People may find the info at https://www.ietf.org/rfc/rfc4180.txt helpful. This describes a commonly used way to structure delimited files in a way that preserves all data.The flat file parser of wM IS is very flexible, and supports the approach described.
This summary may be helpful:
Definitions
A field is an atomic piece of data. For example, a field might be an account number or a person’s last name.
A record consists of one or more fields that are logically related.
The structure of a record defines its record type, which can be named using a record identifier. For example, an invoice header, invoice line item, header and trailer records, etc.
A field delimiter separates fields within a record.
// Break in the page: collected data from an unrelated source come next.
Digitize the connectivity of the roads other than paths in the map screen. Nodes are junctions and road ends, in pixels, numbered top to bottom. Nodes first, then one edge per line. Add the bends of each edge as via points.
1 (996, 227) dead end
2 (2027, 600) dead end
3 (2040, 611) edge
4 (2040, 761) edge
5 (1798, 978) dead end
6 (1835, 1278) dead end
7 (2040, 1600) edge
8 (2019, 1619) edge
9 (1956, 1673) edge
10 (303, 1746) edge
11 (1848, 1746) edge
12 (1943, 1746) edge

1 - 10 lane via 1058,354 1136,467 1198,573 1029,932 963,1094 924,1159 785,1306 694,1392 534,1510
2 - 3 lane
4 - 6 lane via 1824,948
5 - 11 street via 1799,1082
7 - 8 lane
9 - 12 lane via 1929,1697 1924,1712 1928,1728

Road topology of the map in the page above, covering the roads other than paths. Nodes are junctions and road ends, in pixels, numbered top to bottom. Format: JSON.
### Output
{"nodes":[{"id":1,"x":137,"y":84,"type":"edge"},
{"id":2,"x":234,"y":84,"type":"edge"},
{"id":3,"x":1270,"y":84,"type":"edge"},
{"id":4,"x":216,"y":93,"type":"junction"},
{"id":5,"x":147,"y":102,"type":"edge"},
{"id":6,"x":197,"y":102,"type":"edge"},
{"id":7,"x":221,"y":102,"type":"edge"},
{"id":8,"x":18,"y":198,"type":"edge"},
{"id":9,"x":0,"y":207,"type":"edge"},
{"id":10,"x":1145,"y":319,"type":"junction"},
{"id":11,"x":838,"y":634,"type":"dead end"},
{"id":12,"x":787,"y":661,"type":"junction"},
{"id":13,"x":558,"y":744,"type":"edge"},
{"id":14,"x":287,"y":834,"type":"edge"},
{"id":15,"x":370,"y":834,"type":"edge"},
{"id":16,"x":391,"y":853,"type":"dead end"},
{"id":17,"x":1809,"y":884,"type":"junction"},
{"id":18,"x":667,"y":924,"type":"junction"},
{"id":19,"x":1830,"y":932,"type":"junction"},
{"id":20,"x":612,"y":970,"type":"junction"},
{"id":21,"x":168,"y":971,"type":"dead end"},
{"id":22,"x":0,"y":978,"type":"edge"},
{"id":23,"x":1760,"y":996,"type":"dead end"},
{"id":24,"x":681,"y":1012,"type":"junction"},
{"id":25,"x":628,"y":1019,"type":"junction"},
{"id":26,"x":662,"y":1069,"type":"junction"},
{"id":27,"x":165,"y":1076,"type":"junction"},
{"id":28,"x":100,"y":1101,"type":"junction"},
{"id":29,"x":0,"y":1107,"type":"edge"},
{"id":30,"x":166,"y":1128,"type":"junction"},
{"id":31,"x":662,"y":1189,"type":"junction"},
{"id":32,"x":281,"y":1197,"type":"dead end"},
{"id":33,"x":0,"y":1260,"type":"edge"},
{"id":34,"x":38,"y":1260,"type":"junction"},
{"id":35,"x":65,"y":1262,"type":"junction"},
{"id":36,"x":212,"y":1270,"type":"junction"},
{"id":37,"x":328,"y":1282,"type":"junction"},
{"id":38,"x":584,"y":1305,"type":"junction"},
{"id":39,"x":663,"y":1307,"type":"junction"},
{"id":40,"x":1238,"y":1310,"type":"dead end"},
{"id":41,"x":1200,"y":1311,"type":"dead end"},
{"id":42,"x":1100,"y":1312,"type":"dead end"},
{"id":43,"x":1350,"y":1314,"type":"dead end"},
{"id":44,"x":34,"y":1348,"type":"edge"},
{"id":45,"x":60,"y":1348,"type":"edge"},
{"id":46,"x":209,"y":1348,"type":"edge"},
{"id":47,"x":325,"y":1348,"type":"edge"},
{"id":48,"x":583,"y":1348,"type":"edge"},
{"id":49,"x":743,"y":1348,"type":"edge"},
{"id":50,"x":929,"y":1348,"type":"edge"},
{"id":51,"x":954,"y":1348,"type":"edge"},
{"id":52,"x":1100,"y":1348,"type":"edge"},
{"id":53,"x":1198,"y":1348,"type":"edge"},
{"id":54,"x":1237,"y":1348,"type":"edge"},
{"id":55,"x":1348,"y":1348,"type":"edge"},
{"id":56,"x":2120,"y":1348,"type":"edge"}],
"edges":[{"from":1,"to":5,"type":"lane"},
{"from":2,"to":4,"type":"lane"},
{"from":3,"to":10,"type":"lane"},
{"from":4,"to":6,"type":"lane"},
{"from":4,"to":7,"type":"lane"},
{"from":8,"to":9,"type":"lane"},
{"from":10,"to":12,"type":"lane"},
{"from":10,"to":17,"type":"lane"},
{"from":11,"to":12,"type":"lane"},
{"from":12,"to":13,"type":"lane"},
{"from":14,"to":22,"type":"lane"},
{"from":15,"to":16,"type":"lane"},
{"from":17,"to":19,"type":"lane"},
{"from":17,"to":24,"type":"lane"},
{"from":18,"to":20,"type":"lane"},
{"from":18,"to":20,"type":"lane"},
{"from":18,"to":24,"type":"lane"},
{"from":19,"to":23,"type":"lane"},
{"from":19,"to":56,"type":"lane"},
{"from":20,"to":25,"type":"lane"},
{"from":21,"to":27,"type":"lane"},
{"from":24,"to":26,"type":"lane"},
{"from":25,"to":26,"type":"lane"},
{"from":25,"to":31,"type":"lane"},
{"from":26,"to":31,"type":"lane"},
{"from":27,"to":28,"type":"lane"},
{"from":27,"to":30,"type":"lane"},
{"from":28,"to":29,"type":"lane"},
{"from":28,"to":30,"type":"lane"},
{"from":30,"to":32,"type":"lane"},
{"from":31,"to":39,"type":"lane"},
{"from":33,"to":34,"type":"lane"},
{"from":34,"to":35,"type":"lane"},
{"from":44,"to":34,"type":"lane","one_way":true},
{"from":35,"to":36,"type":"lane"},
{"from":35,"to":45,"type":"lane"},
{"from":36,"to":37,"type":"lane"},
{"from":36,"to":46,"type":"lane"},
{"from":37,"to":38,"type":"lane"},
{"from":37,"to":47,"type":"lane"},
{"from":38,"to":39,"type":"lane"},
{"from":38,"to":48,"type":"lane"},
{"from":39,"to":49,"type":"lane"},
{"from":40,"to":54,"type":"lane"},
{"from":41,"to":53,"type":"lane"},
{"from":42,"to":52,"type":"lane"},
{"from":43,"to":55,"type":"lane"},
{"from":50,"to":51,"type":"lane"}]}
A quoted release character is used to surround field data so that if a delimiter appears within the field data it is treated as its literal value. Any delimiter characters that appear within field that is surrounded by the quoted release character will not be treated as delimiters. Usually the " character (0x22).
A named record has a record identifier present as a field within the record.
An anonymous record does not have a record identifier present as a field within the record. Only one record type that is anonymous can exist within a single flat file.
A flat file consists of a list of records.
A record delimiter separates records within a flat file.
Flat File Rules
The format rules below assure that any data content can be successfully transmitted between systems.
Records are separated by the record delimiter. For example:
aaa|bbb|ccc CRLF
xxx|yyy|zzz CRLF
The last record should be terminated by the record delimiter.
Each record contains one or more fields separated by the field delimiter. Empty trailing fields may be omitted. “Extra” fields beyond the last defined field (specified separately) can be ignored by read processes (parser dependent – wM IS flat file parser can do this). For example, if 3 fields are defined, any fields beyond (bold fields) are ignored:
aaa|bbb CRLF
xxx|yyy|zzz|mmm|nnn CRLF
Leading and trailing spaces of a field can be ignored by read processes. (parser dependent – wM IS flat file parser can do this)
Each field may be enclosed in double quotes. The double quotes are not considered part of the field data. For example:
aaa|“bbb”|ccc CRLF
If data within a field contains a record delimiter, field delimiter or double quote, the field must be enclosed in double quotes. For example, the shaded lines are one record:
aaa|“b a line CRLF
break in field 2”|ccc CRLF
xxx|“y|yy”|zzz CRLF
A double quote within the data must be preceded by another double quote. For example:
“aaa”|“b”“bb”|“ccc” CRLF
Common challenges
More often than not, people forget about specifying the record delimiter. It is very common for the record delimiter to be CRLF Or LF (Unix-driven). People assume it is always one of those. But it does not have to be. It can be any byte/byte sequence. Some parsers treat CRLF and LF the same. Some will look for LF and treat the CR as field data. So it is important to explicitly specify the record delimiter, not just the field delimiter.
Surrounding all columns with quotes is something that is done more often than necessary. Unless the field contains a delimiter (field or record) or a quoted release character, surrounding the field in quotes is not needed. For large files, unnecessary quoting can add significant size to the file. Systems generating delimited files often don’t provide control at this level, unfortunately. But if you can control it, place quotes around a field only when needed. wM IS flat file generation supports this.
Avoid using Excel to edit delimited files. The “help” it provides changes things in undesired ways more often than not.